# YOUR GOAL:
Where in the data below does the word "node" appear? Copy every line that has it.

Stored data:

----

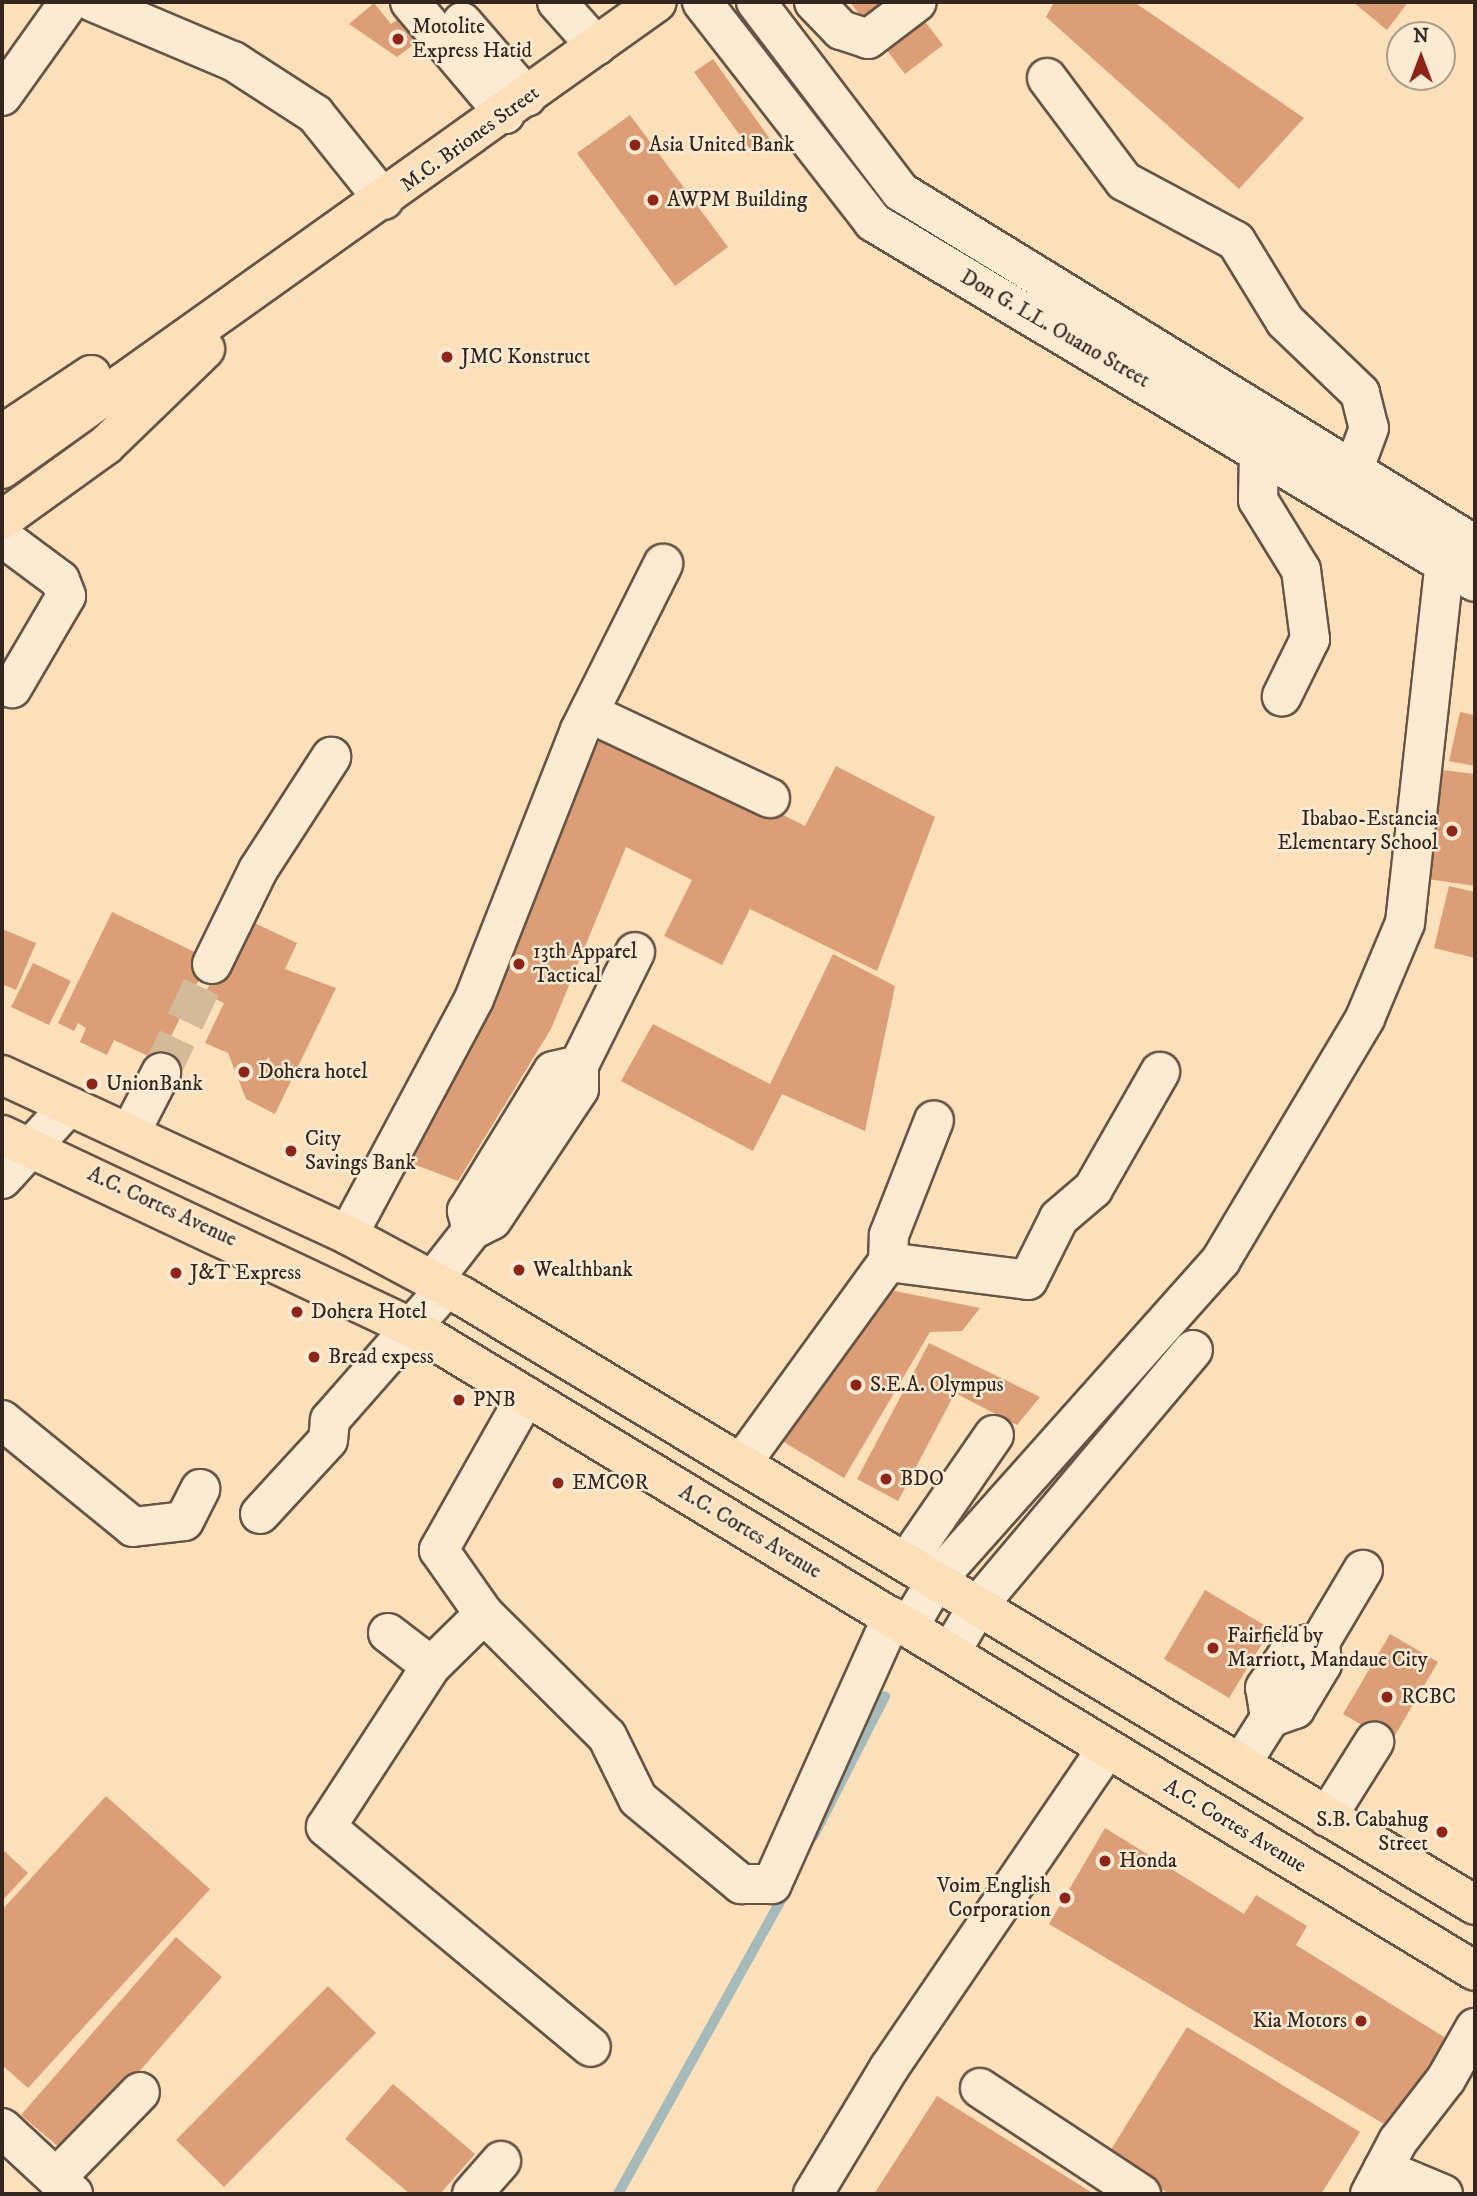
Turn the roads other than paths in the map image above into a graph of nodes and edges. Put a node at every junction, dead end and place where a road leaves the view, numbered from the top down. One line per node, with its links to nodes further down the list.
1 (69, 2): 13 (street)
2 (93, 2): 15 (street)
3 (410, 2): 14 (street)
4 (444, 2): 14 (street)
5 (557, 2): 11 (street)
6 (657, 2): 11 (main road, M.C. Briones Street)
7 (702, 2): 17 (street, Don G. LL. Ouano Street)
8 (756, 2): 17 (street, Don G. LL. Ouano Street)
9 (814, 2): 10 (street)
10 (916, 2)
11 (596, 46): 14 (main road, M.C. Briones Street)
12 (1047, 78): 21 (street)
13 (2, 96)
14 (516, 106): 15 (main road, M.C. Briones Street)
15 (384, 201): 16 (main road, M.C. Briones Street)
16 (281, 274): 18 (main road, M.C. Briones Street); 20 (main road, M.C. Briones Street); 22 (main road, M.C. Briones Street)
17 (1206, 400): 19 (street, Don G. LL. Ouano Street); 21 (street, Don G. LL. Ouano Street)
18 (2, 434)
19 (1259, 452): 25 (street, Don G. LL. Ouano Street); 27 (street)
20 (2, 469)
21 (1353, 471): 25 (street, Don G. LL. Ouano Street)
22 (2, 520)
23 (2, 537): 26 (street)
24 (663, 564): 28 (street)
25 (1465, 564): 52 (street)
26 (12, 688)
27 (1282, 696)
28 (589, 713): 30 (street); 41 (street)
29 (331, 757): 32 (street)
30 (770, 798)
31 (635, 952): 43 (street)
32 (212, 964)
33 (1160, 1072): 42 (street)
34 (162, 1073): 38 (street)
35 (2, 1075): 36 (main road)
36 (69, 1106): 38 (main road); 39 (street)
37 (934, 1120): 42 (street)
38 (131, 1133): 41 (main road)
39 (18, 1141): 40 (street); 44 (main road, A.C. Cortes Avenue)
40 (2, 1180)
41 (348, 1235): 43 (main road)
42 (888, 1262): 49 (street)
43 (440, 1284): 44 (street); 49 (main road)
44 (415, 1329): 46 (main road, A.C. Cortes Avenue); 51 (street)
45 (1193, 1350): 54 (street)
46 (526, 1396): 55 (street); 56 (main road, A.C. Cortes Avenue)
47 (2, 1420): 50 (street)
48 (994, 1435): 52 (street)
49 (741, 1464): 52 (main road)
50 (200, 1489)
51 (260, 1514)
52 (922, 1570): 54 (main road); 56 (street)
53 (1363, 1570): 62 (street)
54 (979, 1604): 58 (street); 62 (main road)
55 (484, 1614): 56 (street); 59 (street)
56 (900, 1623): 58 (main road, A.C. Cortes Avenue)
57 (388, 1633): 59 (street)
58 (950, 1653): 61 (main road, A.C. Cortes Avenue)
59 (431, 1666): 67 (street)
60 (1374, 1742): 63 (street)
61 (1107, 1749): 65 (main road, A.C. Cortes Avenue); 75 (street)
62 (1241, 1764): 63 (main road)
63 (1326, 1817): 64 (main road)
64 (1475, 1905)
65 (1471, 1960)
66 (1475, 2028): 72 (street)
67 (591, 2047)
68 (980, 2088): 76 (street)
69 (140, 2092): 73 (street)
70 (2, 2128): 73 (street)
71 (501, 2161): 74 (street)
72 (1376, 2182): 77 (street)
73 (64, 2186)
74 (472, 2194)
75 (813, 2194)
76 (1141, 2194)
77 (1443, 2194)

----

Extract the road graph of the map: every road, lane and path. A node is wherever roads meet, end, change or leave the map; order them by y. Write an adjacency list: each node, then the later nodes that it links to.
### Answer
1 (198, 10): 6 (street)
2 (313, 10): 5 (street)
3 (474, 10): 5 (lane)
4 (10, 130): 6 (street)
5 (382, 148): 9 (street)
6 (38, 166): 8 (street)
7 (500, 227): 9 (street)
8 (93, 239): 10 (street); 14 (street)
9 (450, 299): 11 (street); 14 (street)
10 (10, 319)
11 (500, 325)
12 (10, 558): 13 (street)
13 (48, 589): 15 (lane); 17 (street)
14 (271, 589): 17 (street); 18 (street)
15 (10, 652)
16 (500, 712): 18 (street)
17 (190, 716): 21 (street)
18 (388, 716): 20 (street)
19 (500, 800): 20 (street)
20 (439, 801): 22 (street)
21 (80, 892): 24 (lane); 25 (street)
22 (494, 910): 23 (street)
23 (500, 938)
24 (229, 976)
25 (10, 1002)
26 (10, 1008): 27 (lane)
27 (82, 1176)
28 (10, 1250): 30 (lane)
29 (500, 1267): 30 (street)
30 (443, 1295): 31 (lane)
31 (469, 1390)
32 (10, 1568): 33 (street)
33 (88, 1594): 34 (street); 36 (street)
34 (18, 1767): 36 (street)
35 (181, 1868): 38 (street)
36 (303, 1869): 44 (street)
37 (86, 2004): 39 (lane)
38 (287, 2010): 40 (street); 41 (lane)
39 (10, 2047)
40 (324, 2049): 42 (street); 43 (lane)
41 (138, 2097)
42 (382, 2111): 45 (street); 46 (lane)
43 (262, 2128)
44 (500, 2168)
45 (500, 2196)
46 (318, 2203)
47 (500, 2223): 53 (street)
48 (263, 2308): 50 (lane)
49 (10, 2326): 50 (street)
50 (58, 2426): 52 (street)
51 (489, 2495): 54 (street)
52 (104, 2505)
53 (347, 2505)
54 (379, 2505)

----

# REPLY:
Turn the roads other than paths in the map image above into a graph of nodes and edges. Put a node at every junction, dead end and place where a road leaves the view, numbered from the top down. One line per node, with its links to nodes further down the list.
Extract the road graph of the map: every road, lane and path. A node is wherever roads meet, end, change or leave the map; order them by y. Write an adjacency list: each node, then the later nodes that it links to.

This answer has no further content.